On December 1, 2014, we’ll launch the Silver Birch Press I Am Waiting Poetry Series. (Submissions accepted through December 31, 2014 — for guidelines, visit this link.) The series is an homage to poet Lawrence Ferlinghetti and his poem “I Am Waiting,” which first appeared in A Coney Island of the Mind — his 1958 collection that, with over a million copies in print, is one of the most popular books of poetry ever published. Ferlinghetti’s 96th birthday rolls around on March 24, 2015.
To set the stage for the I Am Waiting Poetry Series, today we’ll feature the original.
I AM WAITING
by Lawrence Ferlinghetti
I am waiting for my case to come up
and I am waiting
for a rebirth of wonder
and I am waiting for someone
to really discover America
and wail
and I am waiting
for the discovery
of a new symbolic western frontier
and I am waiting
for the American Eagle
to really spread its wings
and straighten up and fly right
and I am waiting
for the Age of Anxiety
to drop dead
and I am waiting
for the war to be fought
which will make the world safe
for anarchy
and I am waiting
for the final withering away
of all governments
and I am perpetually awaiting
a rebirth of wonder
I am waiting for the Second Coming
and I am waiting
for a religious revival
to sweep thru the state of Arizona
and I am waiting
for the Grapes of Wrath to be stored
and I am waiting
for them to prove
that God is really American
and I am waiting
to see God on television
piped onto church altars
if only they can find
the right channel
to tune in on
and I am waiting
for the Last Supper to be served again
with a strange new appetizer
and I am perpetually awaiting
a rebirth of wonder
I am waiting for my number to be called
and I am waiting
for the Salvation Army to take over
and I am waiting
for the meek to be blessed
and inherit the earth
without taxes
and I am waiting
for forests and animals
to reclaim the earth as theirs
and I am waiting
for a way to be devised
to destroy all nationalisms
without killing anybody
and I am waiting
for linnets and planets to fall like rain
and I am waiting for lovers and weepers
to lie down together again
in a new rebirth of wonder
I am waiting for the Great Divide to be crossed
and I am anxiously waiting
for the secret of eternal life to be discovered
by an obscure general practitioner
and I am waiting
for the storms of life
to be over
and I am waiting
to set sail for happiness
and I am waiting
for a reconstructed Mayflower
to reach America
with its picture story and tv rights
sold in advance to the natives
and I am waiting
for the lost music to sound again
in the Lost Continent
in a new rebirth of wonder
I am waiting for the day
that maketh all things clear
and I am awaiting retribution
for what America did
to Tom Sawyer
and I am waiting
for Alice in Wonderland
to retransmit to me
her total dream of innocence
and I am waiting
for Childe Roland to come
to the final darkest tower
and I am waiting
for Aphrodite
to grow live arms
at a final disarmament conference
in a new rebirth of wonder
I am waiting
to get some intimations
of immortality
by recollecting my early childhood
and I am waiting
for the green mornings to come again
youth’s dumb green fields come back again
and I am waiting
for some strains of unpremeditated art
to shake my typewriter
and I am waiting to write
the great indelible poem
and I am waiting
for the last long careless rapture
and I am perpetually waiting
for the fleeing lovers on the Grecian Urn
to catch each other up at last
and embrace
and I am awaiting
perpetually and forever
a renaissance of wonder
IMAGE: Lawrence Ferlinghetti with a painting from his van Gogh series.
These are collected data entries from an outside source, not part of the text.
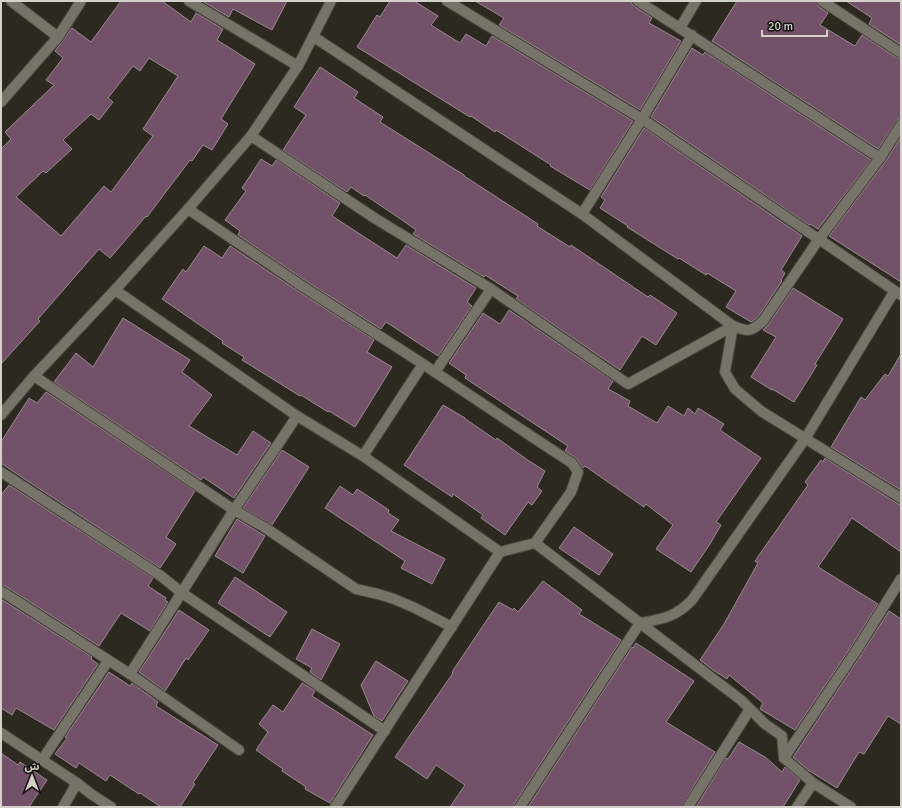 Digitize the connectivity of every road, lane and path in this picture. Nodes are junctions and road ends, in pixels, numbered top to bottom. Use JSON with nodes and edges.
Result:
{"nodes":[{"id":1,"x":11,"y":1,"type":"edge"},
{"id":2,"x":81,"y":1,"type":"edge"},
{"id":3,"x":189,"y":1,"type":"edge"},
{"id":4,"x":331,"y":1,"type":"edge"},
{"id":5,"x":447,"y":1,"type":"edge"},
{"id":6,"x":638,"y":1,"type":"edge"},
{"id":7,"x":696,"y":1,"type":"edge"},
{"id":8,"x":822,"y":1,"type":"edge"},
{"id":9,"x":680,"y":28,"type":"junction"},
{"id":10,"x":692,"y":35,"type":"junction"},
{"id":11,"x":58,"y":37,"type":"junction"},
{"id":12,"x":314,"y":37,"type":"junction"},
{"id":13,"x":901,"y":53,"type":"edge"},
{"id":14,"x":298,"y":66,"type":"junction"},
{"id":15,"x":1,"y":102,"type":"edge"},
{"id":16,"x":642,"y":119,"type":"junction"},
{"id":17,"x":901,"y":124,"type":"edge"},
{"id":18,"x":251,"y":136,"type":"junction"},
{"id":19,"x":880,"y":158,"type":"junction"},
{"id":20,"x":188,"y":209,"type":"junction"},
{"id":21,"x":582,"y":214,"type":"junction"},
{"id":22,"x":819,"y":239,"type":"junction"},
{"id":23,"x":491,"y":289,"type":"junction"},
{"id":24,"x":115,"y":290,"type":"junction"},
{"id":25,"x":898,"y":294,"type":"edge"},
{"id":26,"x":733,"y":326,"type":"junction"},
{"id":27,"x":423,"y":364,"type":"junction"},
{"id":28,"x":435,"y":372,"type":"junction"},
{"id":29,"x":34,"y":376,"type":"junction"},
{"id":30,"x":1,"y":415,"type":"edge"},
{"id":31,"x":297,"y":416,"type":"junction"},
{"id":32,"x":805,"y":439,"type":"junction"},
{"id":33,"x":363,"y":456,"type":"junction"},
{"id":34,"x":1,"y":472,"type":"edge"},
{"id":35,"x":901,"y":498,"type":"edge"},
{"id":36,"x":234,"y":510,"type":"junction"},
{"id":37,"x":534,"y":543,"type":"junction"},
{"id":38,"x":500,"y":552,"type":"junction"},
{"id":39,"x":901,"y":579,"type":"edge"},
{"id":40,"x":1,"y":591,"type":"edge"},
{"id":41,"x":182,"y":592,"type":"junction"},
{"id":42,"x":640,"y":623,"type":"junction"},
{"id":43,"x":452,"y":627,"type":"junction"},
{"id":44,"x":108,"y":661,"type":"junction"},
{"id":45,"x":130,"y":674,"type":"junction"},
{"id":46,"x":750,"y":710,"type":"junction"},
{"id":47,"x":385,"y":731,"type":"junction"},
{"id":48,"x":1,"y":733,"type":"edge"},
{"id":49,"x":239,"y":750,"type":"dead end"},
{"id":50,"x":784,"y":758,"type":"junction"},
{"id":51,"x":42,"y":760,"type":"junction"},
{"id":52,"x":77,"y":783,"type":"junction"},
{"id":53,"x":813,"y":783,"type":"junction"},
{"id":54,"x":63,"y":807,"type":"edge"},
{"id":55,"x":111,"y":807,"type":"edge"},
{"id":56,"x":335,"y":807,"type":"edge"},
{"id":57,"x":520,"y":807,"type":"edge"},
{"id":58,"x":688,"y":807,"type":"edge"},
{"id":59,"x":797,"y":807,"type":"edge"},
{"id":60,"x":851,"y":807,"type":"edge"}],
"edges":[{"from":1,"to":11,"type":"street"},
{"from":2,"to":11,"type":"street"},
{"from":3,"to":14,"type":"street"},
{"from":4,"to":12,"type":"street"},
{"from":5,"to":16,"type":"street"},
{"from":6,"to":9,"type":"street"},
{"from":7,"to":9,"type":"street"},
{"from":8,"to":13,"type":"street"},
{"from":9,"to":10,"type":"street"},
{"from":10,"to":16,"type":"street"},
{"from":10,"to":19,"type":"street"},
{"from":11,"to":15,"type":"street"},
{"from":12,"to":14,"type":"street"},
{"from":12,"to":21,"type":"street"},
{"from":14,"to":18,"type":"street"},
{"from":16,"to":21,"type":"street"},
{"from":16,"to":22,"type":"street"},
{"from":17,"to":19,"type":"street"},
{"from":18,"to":20,"type":"street"},
{"from":18,"to":23,"type":"street"},
{"from":19,"to":22,"type":"street"},
{"from":20,"to":24,"type":"street"},
{"from":20,"to":27,"type":"street"},
{"from":21,"to":26,"type":"street"},
{"from":22,"to":25,"type":"street"},
{"from":22,"to":26,"type":"street"},
{"from":23,"to":26,"type":"street"},
{"from":23,"to":28,"type":"street"},
{"from":24,"to":29,"type":"street"},
{"from":24,"to":31,"type":"street"},
{"from":25,"to":32,"type":"street"},
{"from":26,"to":32,"type":"street"},
{"from":27,"to":28,"type":"street"},
{"from":27,"to":33,"type":"street"},
{"from":28,"to":37,"type":"street"},
{"from":29,"to":30,"type":"street"},
{"from":29,"to":36,"type":"street"},
{"from":31,"to":33,"type":"street"},
{"from":31,"to":36,"type":"street"},
{"from":32,"to":35,"type":"street"},
{"from":32,"to":42,"type":"street"},
{"from":33,"to":38,"type":"street"},
{"from":34,"to":41,"type":"street"},
{"from":36,"to":41,"type":"street"},
{"from":36,"to":43,"type":"street"},
{"from":37,"to":38,"type":"street"},
{"from":37,"to":42,"type":"street"},
{"from":38,"to":43,"type":"street"},
{"from":39,"to":50,"type":"street"},
{"from":40,"to":44,"type":"street"},
{"from":41,"to":45,"type":"street"},
{"from":41,"to":47,"type":"street"},
{"from":42,"to":46,"type":"street"},
{"from":42,"to":57,"type":"street"},
{"from":43,"to":47,"type":"street"},
{"from":44,"to":45,"type":"street"},
{"from":44,"to":51,"type":"street"},
{"from":45,"to":49,"type":"street"},
{"from":46,"to":50,"type":"street"},
{"from":46,"to":58,"type":"street"},
{"from":47,"to":56,"type":"street"},
{"from":48,"to":51,"type":"street"},
{"from":50,"to":53,"type":"street"},
{"from":51,"to":52,"type":"street"},
{"from":52,"to":54,"type":"street"},
{"from":52,"to":55,"type":"street"},
{"from":53,"to":59,"type":"street"},
{"from":53,"to":60,"type":"street"}]}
I’ve written a poem – but wow, it’s a big job to mark the changes on the original – 3 pages – oh well, it will keep me out of trouble I guess. 🙂
If you’re doing an “erasure” poem on a three-page poem, just pluck phrases from the original and consider it a “found” poem. No need to send the blocked-out version.
[…] Read the entire poem here. I enjoyed the lyrical quality of Ferlinghetti’s poem, in which “I am waiting” felt like a familiar song chorus. On the other hand, the constant repetition of the phrase felt a little like . . . well, waiting. By the end of the poem, I was ready to be done with the phrase, but I also felt like I wanted for all those things the speaker listed to come true. I was waiting for them to happen, too! […]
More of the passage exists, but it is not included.